Although awareness among infectious disease physicians about the 2008 i.v. penicillin breakpoint change for treatment of pneumococcal infections was high, it is likely that many fewer noninfectious disease physicians are aware of the breakpoint change. This is concerning, since most antibiotics are prescribed by noninfectious disease providers. Published reports from professional medical societies might help to increase awareness of the breakpoint changes. Communication via clinical microbiology laboratories and national conferences may also be effective for increasing awareness of penicillin and other antibiotic breakpoint changes in the future.
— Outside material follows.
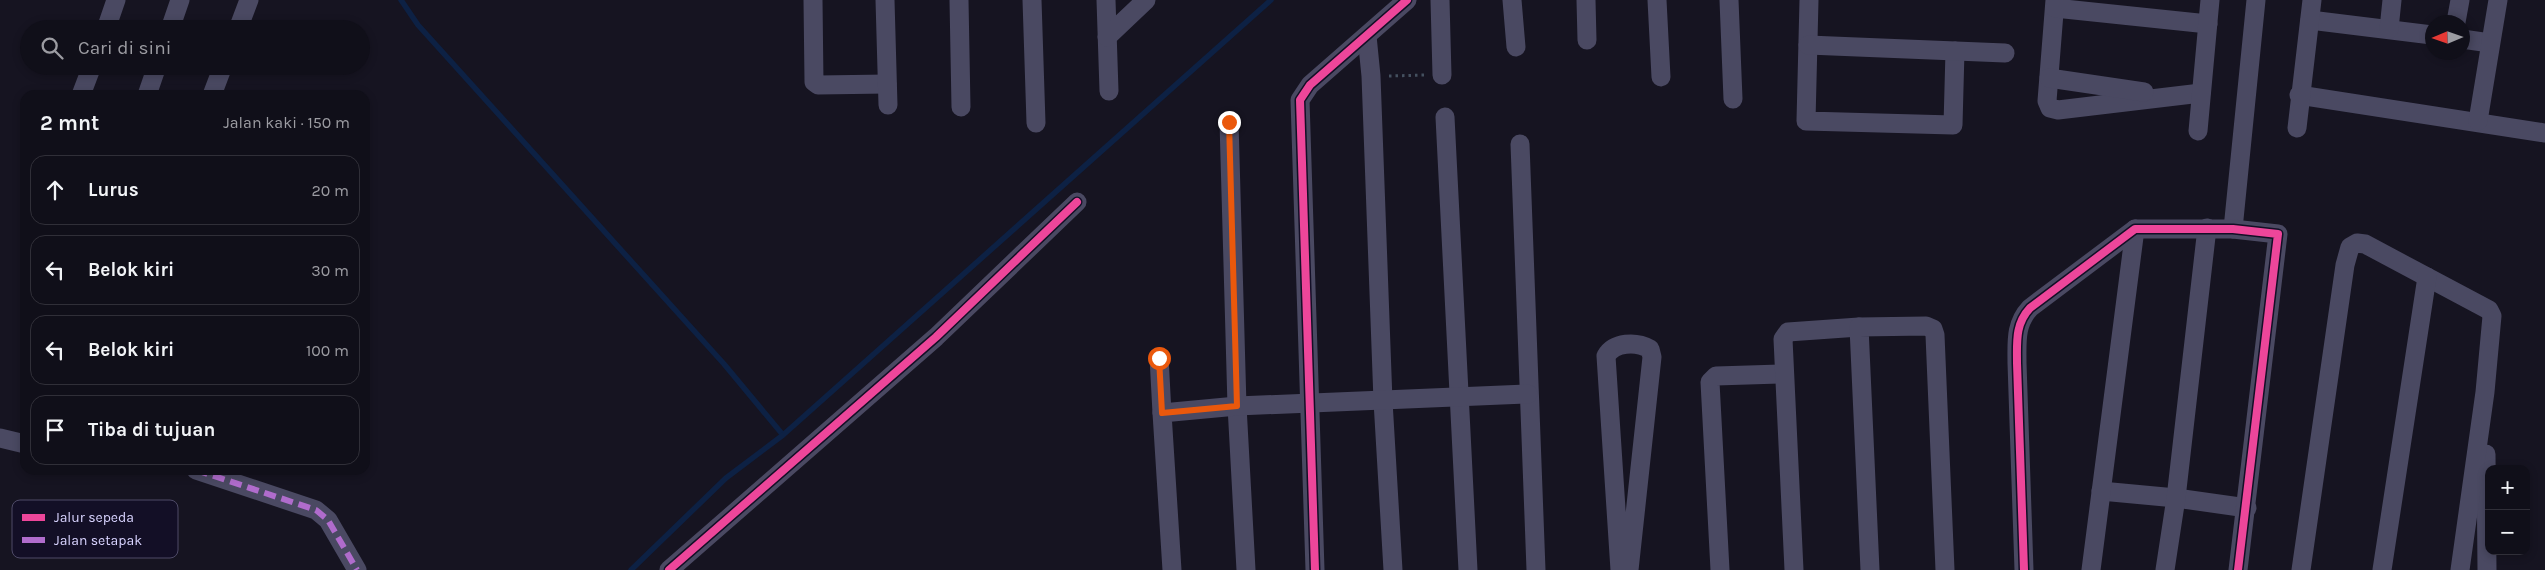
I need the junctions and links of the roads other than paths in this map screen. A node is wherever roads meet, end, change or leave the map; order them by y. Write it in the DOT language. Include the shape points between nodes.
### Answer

Approximately half of infectious disease physicians self-reported that they were more likely to treat patients with pneumococcal pneumonia with i.v. penicillin as a result of the change in breakpoints. According to the infectious disease providers surveyed, fewer noninfectious disease physicians were believed to be more likely to treat with i.v. penicillin. Barriers to i.v. penicillin use that are unrelated to concerns over antimicrobial resistance exist, so increasing awareness of breakpoint changes alone is likely insufficient to increase penicillin use.
Standard clinical practices are barriers to i.v. penicillin use. Many patients with pneumococcal pneumonia respond so well to initial empirical antibiotic therapy that by the time susceptibility results are available on the second or third hospital day, the patient has already been switched to oral antibiotics. Many physicians also find it more convenient to continue with empirical regimens than to switch to i.v. penicillin. Some antibiotics chosen for empirical therapy, such as ceftriaxone and fluoroquinolones, have the benefit of once-daily administration.
There are limitations to our evaluation. The response rate was 47%, and the population of EIN members who responded to the survey may not be representative of those who chose not to respond. The survey was limited to infectious disease specialists belonging to a professional medical society, and responses from our survey are not representative of the general population of physicians. Noninfectious disease physicians were not surveyed directly, so responses about this population of physicians may not be accurate. Awareness about the new penicillin breakpoints among infectious disease physicians likely increased following publication of an article, 8 months after the survey was conducted, that described the rationale for revising the breakpoints (7
Hospitals should ensure that clinicians are aware of the new penicillin breakpoint change for pneumococcal pneumonia. Antimicrobial stewardship programs should include strategies that ensure targeted antimicrobial therapy based on susceptibility results. If penicillin is to be used more often in these programs, steps need to be taken to make penicillin more convenient for clinicians, to provide instructions for penicillin use, and to enhance awareness and education about the importance of using narrow-spectrum agents. Rates of penicillin use in hospitals should be monitored to determine whether penicillin prescribing practices have increased since the breakpoint change and whether this change has had any impact on antibiotic-resistant, health care-associated infections. Penicillin use is unlikely to increase substantially without such interventions.